Archives are struggling to triage or select material – they have gone from receiving easily understandable information to a superabundance of information:
As literacy and technological capacity increase, we go from relatively meaningful, understandable and masterable traces to noise.
Caron suggests we need to refocus on the “Causa materialis“: “The essential documentation needed for the functioning of the state and society.” It becomes important to take a whole of society approach, and moving from a conception of objects towards content in context. Archives cannot focus solely on collecting – need to go upstream to identify and document how the material fits within a social conversation, across official and non-state actors, across different media.
Caron argues that archives need to move:
- from acquiring and collecting to identifying and documenting;
- from objects related mediation to ontological and evolving descriptions to reflect leixcon used in society;
- To preservation – in the could – of material of enduring value.
Caron argues we have an opportunity to build documentary holdings that are a better reflection (more representative) of our past – but more research is needed to identify these opportunities and refine traditional practices.
Eric Mechoulan tries to tackle these same issues from a different perspective. Mechoulan starts from a few observations. He notes that there is a view of archives as mechanical, automatically growing in size and accumulating material like sediment. This is particularly problematic given the massive growth in information and documentary practices. “In 2010, corporations stored another 7 exabytes (EB) of data, and individuals stored 6 EB” – until 2004 humanity produced about 5 EB of data. An automatic approach to archiving is no longer appropriate.

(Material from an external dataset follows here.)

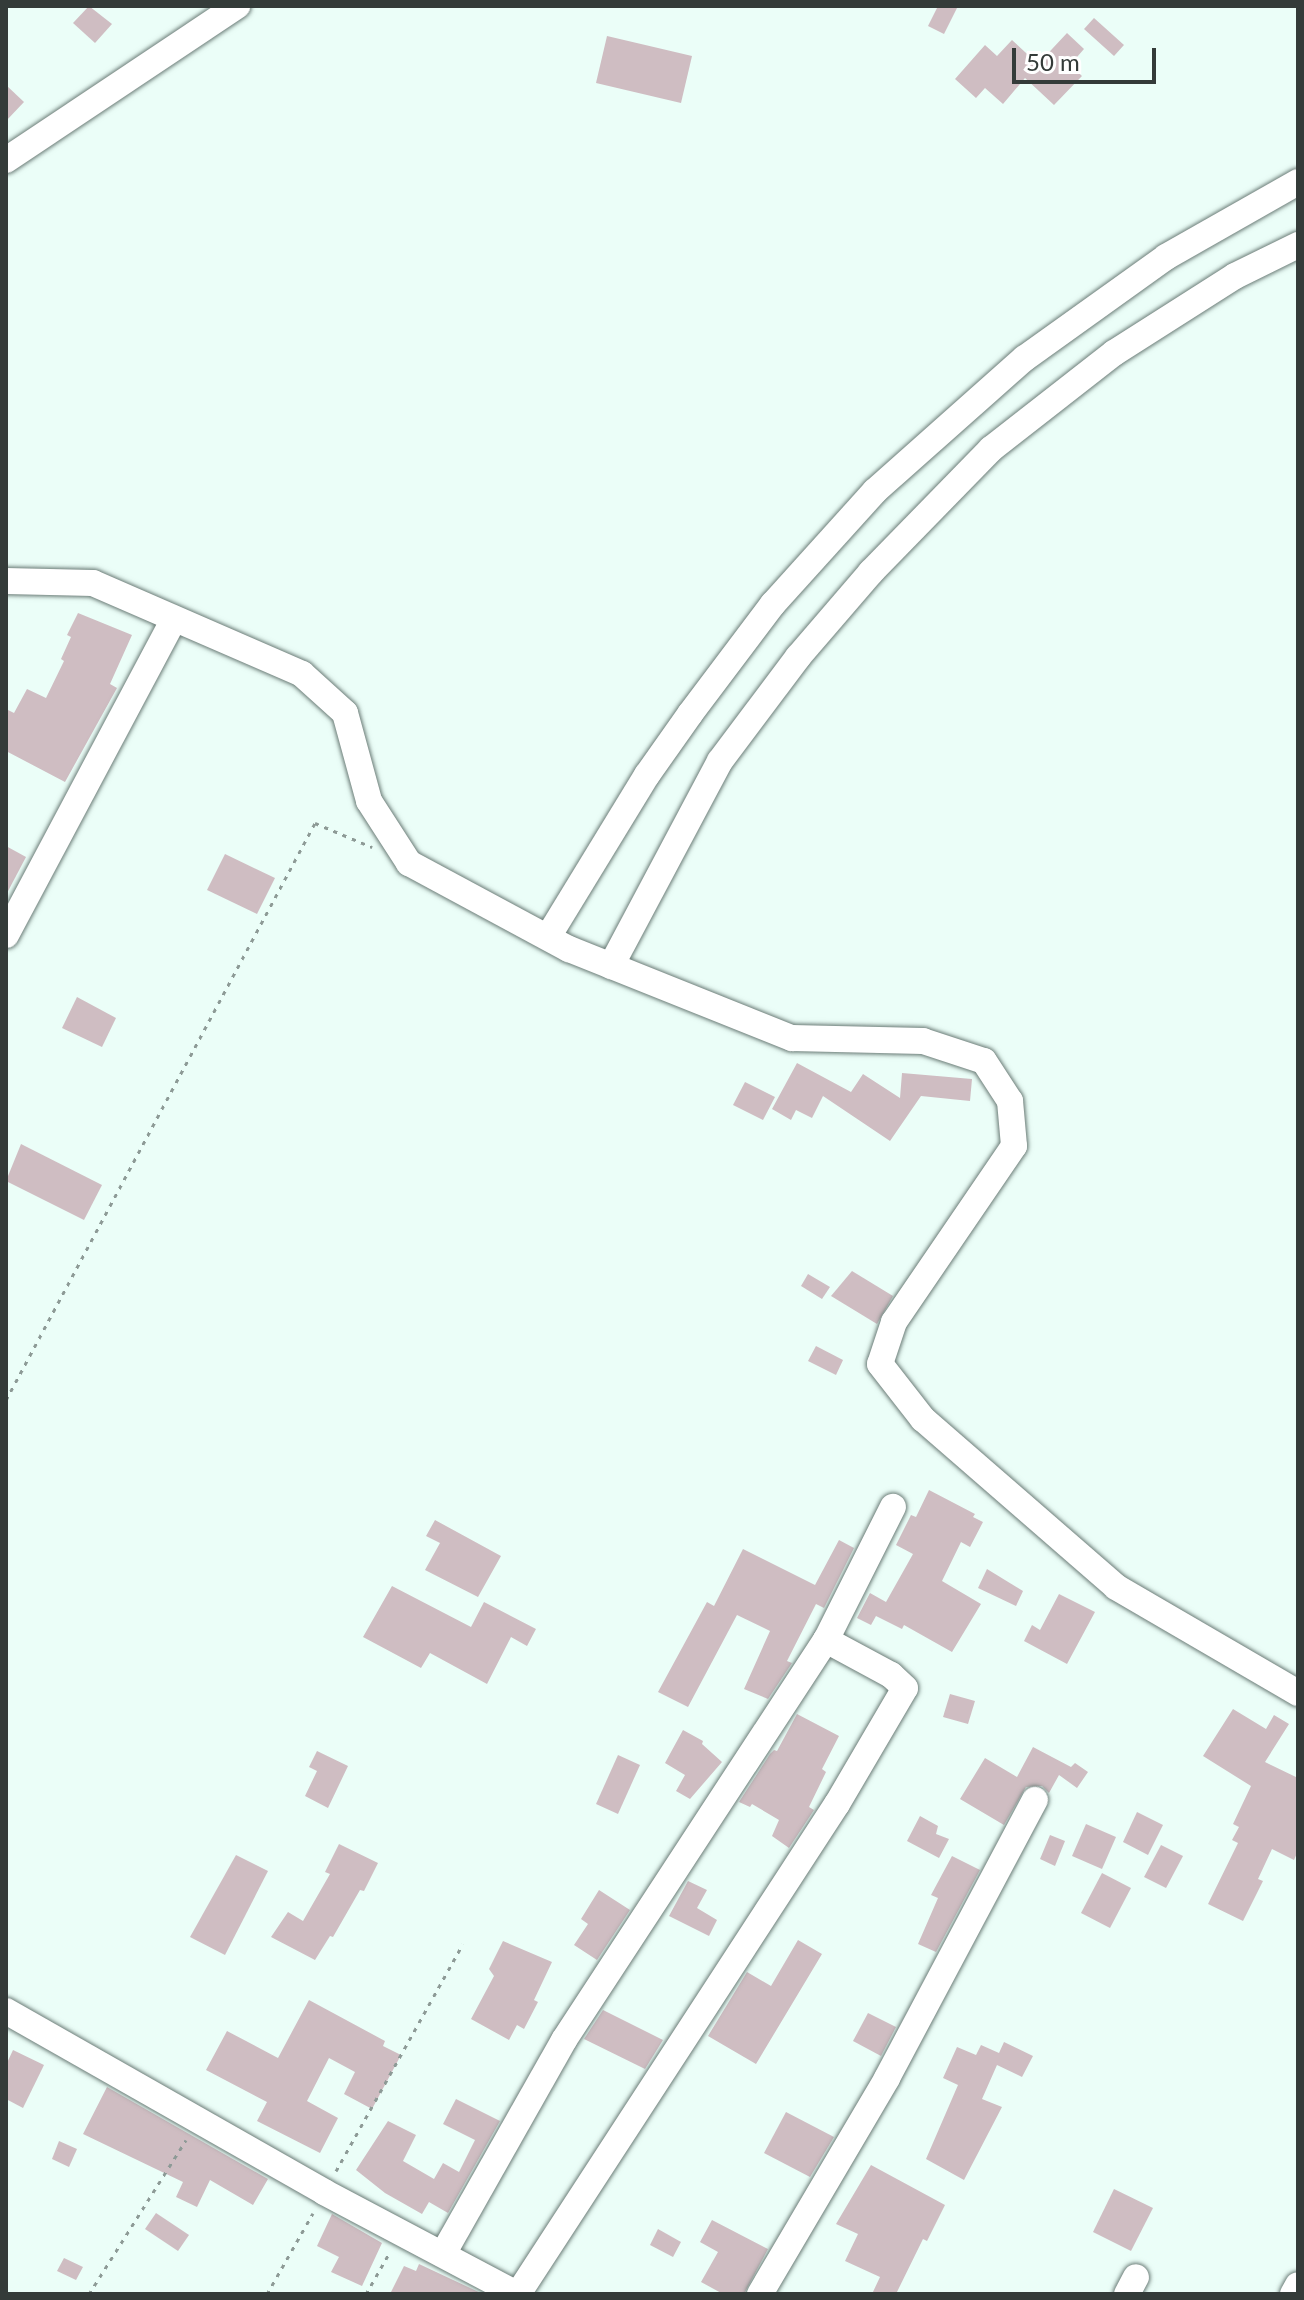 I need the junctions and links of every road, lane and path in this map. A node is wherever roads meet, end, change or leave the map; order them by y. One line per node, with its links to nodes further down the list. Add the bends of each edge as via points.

Preserving all of this information may not be worth the effort; relying on falling data storage periods will lead to unmanageable problems in the very short term future. From a purely economic point of view, we cannot keep everything (by 2018, the costs of archiving all data with exceed GWP by three times).
Mechoulan argues that we must therefore avoid the organic illusion of archiving activity (data warehousing, automatic recording) and instead emphasise the effects of technical, cultural, and social organisation of the past:
appraising what we are going to keep and for how long;
Ordering the possible retrieval
Part of what archivists do – and contrary to how their role is conceived – has always been to make these decisions. The difficulty lies in making these decisions with some confidence that we are keeping both the currently most important material and the material that may become important in the future. We need to focus on producing meaning, and thinking about what material it becomes important to forget.

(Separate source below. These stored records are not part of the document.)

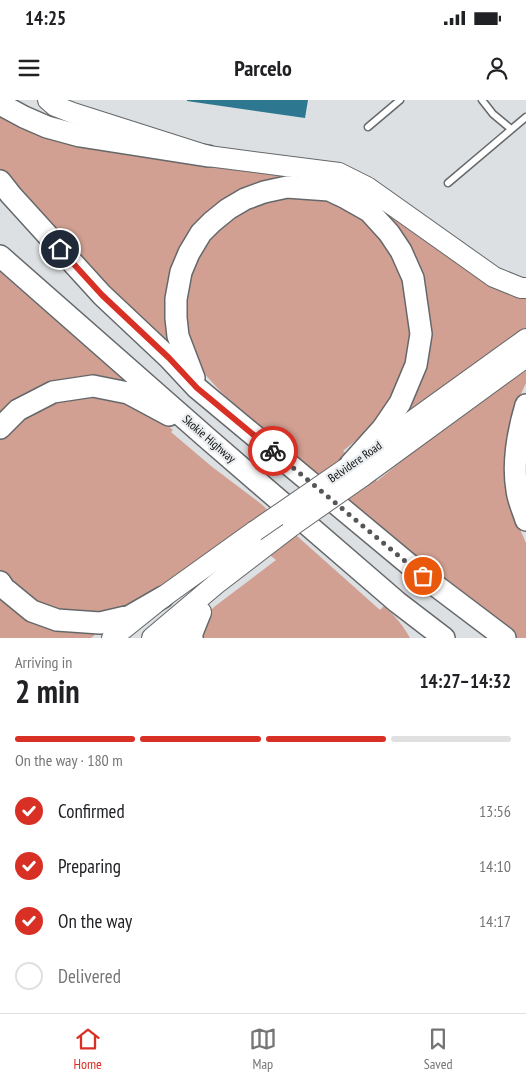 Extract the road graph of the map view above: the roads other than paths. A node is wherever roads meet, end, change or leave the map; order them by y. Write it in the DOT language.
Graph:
graph roads {
  1 [pos="48,100"];
  2 [pos="400,100"];
  3 [pos="482,100"];
  4 [pos="0,104"];
  5 [pos="526,117"];
  6 [pos="368,127"];
  7 [pos="512,129"];
  8 [pos="208,156"];
  9 [pos="0,181"];
  10 [pos="448,183"];
  11 [pos="0,256"];
  12 [pos="526,288"];
  13 [pos="526,339"];
  14 [pos="526,357"];
  15 [pos="197,388"];
  16 [pos="526,405"];
  17 [pos="0,428"];
  18 [pos="207,438"];
  19 [pos="355,471"];
  20 [pos="526,520"];
  21 [pos="265,542"];
  22 [pos="0,582"];
  23 [pos="163,598"];
  24 [pos="397,602"];
  25 [pos="200,613"];
  26 [pos="112,638"];
  27 [pos="152,638"];
  28 [pos="174,638"];
  29 [pos="192,638"];
  30 [pos="417,638"];
  31 [pos="444,638"];
  32 [pos="505,638"];
  1 -- 8 [label="main road"];
  2 -- 6 [label="lane"];
  3 -- 7 [label="lane"];
  4 -- 8 [label="highway"];
  5 -- 7 [label="lane"];
  7 -- 10 [label="lane"];
  8 -- 12 [label="main road"];
  9 -- 15 [label="highway"];
  11 -- 18 [label="highway, Skokie Highway"];
  13 -- 19 [label="main road, Belvidere Road"];
  14 -- 19 [label="main road, Belvidere Road"];
  15 -- 19 [label="highway"];
  15 -- 32 [label="highway"];
  16 -- 20 [label="highway"];
  17 -- 18 [label="highway"];
  18 -- 24 [label="highway, Skokie Highway"];
  19 -- 21 [label="main road, Belvidere Road, bridge"];
  19 -- 21 [label="main road, Belvidere Road, bridge"];
  21 -- 23 [label="main road, Belvidere Road"];
  21 -- 25 [label="main road"];
  21 -- 27 [label="main road, Belvidere Road"];
  22 -- 23 [label="highway"];
  23 -- 26 [label="main road, Belvidere Road"];
  24 -- 30 [label="highway"];
  24 -- 31 [label="highway, Skokie Highway"];
  25 -- 28 [label="main road"];
  25 -- 29 [label="highway"];
} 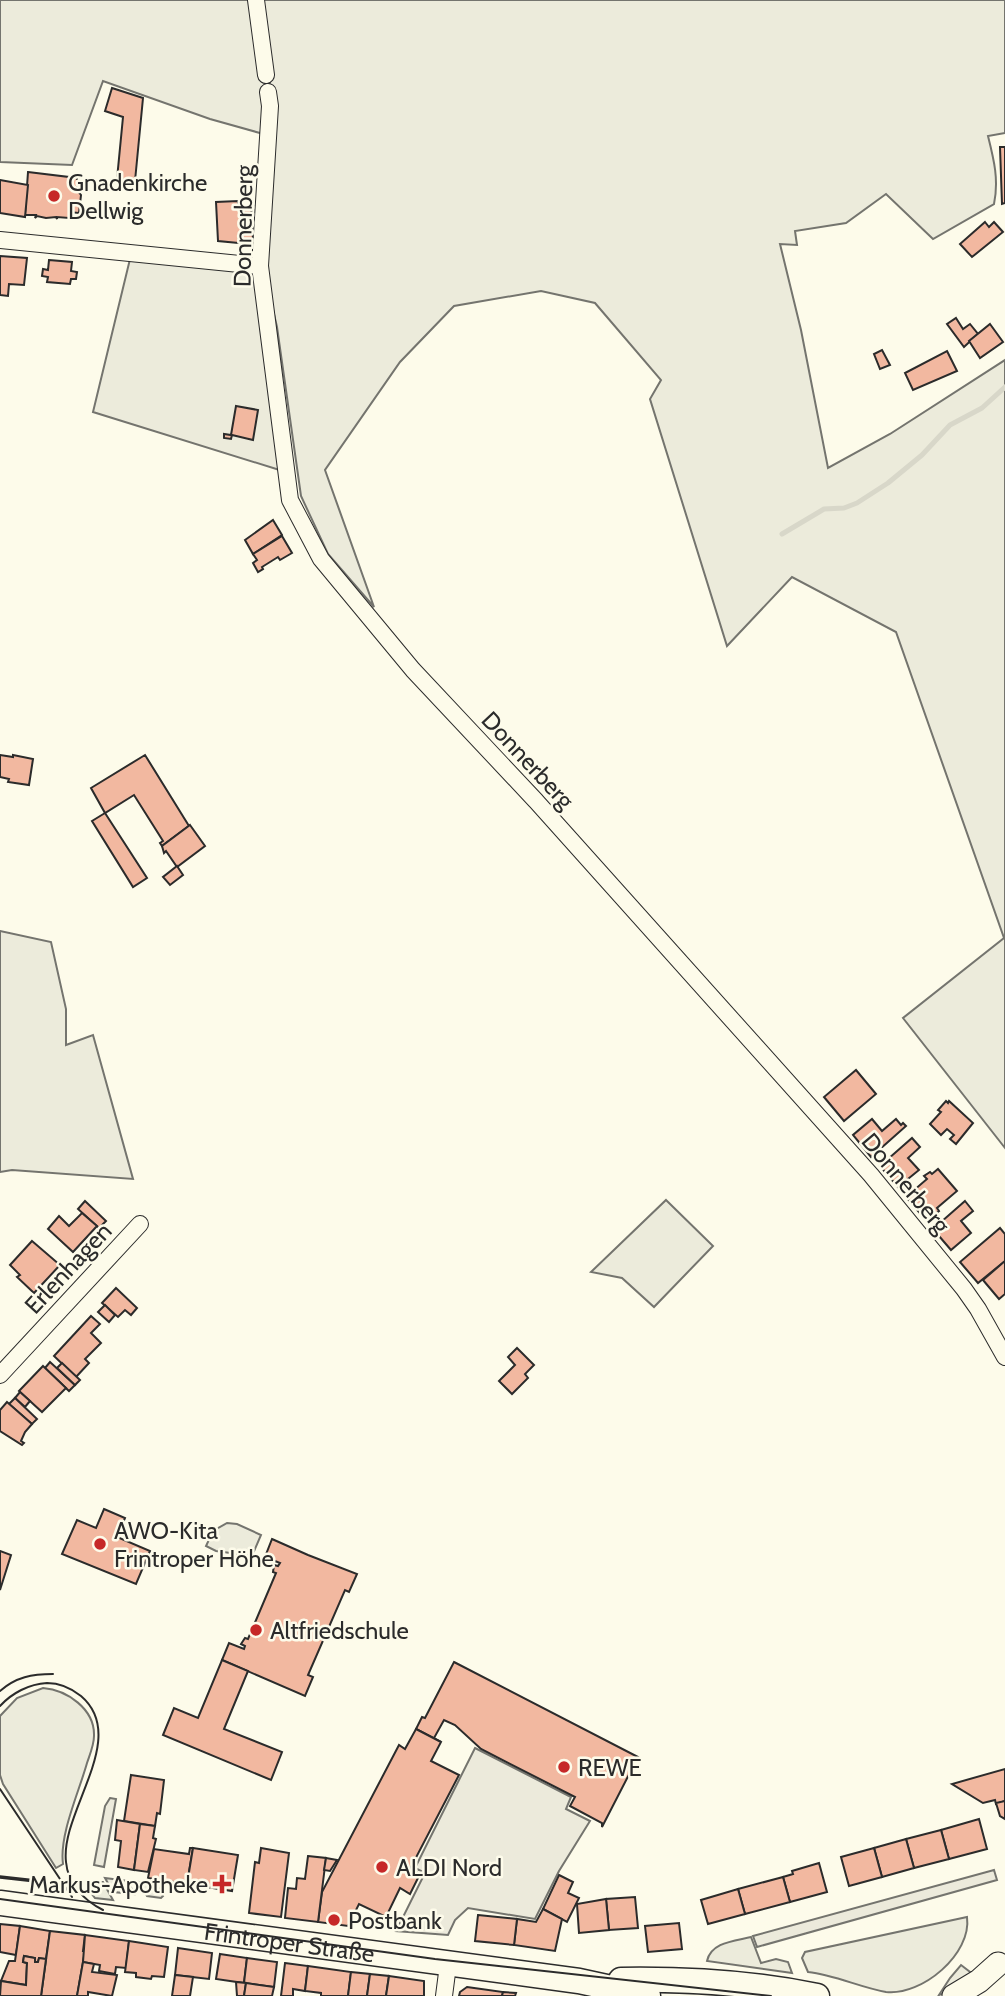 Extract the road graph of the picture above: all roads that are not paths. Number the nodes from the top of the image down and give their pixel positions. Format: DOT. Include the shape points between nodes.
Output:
graph roads {
  1 [pos="256,0"];
  2 [pos="0,240"];
  3 [pos="260,266"];
  4 [pos="140,1224"];
  5 [pos="1005,1357"];
  6 [pos="0,1375"];
  7 [pos="0,1903"];
  8 [pos="1002,1958"];
  9 [pos="448,1965"];
  10 [pos="579,1981"];
  11 [pos="444,1996"];
  12 [pos="648,1996"];
  13 [pos="817,1996"];
  14 [pos="954,1996"];
  15 [pos="981,1996"];
  1 -- 3 [label="street, Donnerberg" via="271,106"];
  2 -- 3 [label="street"];
  3 -- 5 [label="street, Donnerberg" via="290,500 321,559 413,670 871,1175 964,1289"];
  4 -- 6 [label="street, Erlenhagen"];
  7 -- 9 [label="main road, Frintroper Straße"];
  8 -- 14 [label="street" via="979,1981"];
  8 -- 15 [label="street"];
  9 -- 10 [label="main road, Frintroper Straße"];
  9 -- 11 [label="street"];
  10 -- 12 [label="main road, Frintroper Straße"];
  10 -- 13 [label="main road, Frintroper Straße" via="671,1981"];
}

So there are two big problems for archivists:
preservation: the variability of records and the obsolescence of software and computers must proceed through conservation by migration (to preserve content) and by emulation (to preserve mechanisms of access). This process can be repeated downstream form the initial storage operations.
access: classifying and developing metadata is important and must be carried out upstream from preservation operations. Access is very important, and needs to be considered at the very beginning, even before we attempt to collect and classify everything.
This means that archiving has become less about guarding of a national treasure or heritage, and more about constructing document architectures and providing technical assistance to producers. The role of the archivist has become to tell producers of information about archival processes and access considerations in order to let them make decisions at the point of release of information. Archival holdings themselves are being transformed from living memories into certified records; from storage of facts to storage of events; from information to documents. Archives need to focus on making information decipherable – that is what is important.
Archives fulfil a number of functions based on the needs of society: in culture, the preservation of materiality of content; in tradition, the preservation of regularity of form; in the digital environment, to preserve the regularity of content. In the digital environment, we have different formats and softwares, so we do not keep the materiality of content. Nevertheless, we authenticate or certify content by its regularity.
Mechoulan’s conclusion is that we should think about archives in terms of presenting information in a social context with a means of certifying the context to preserve it over time.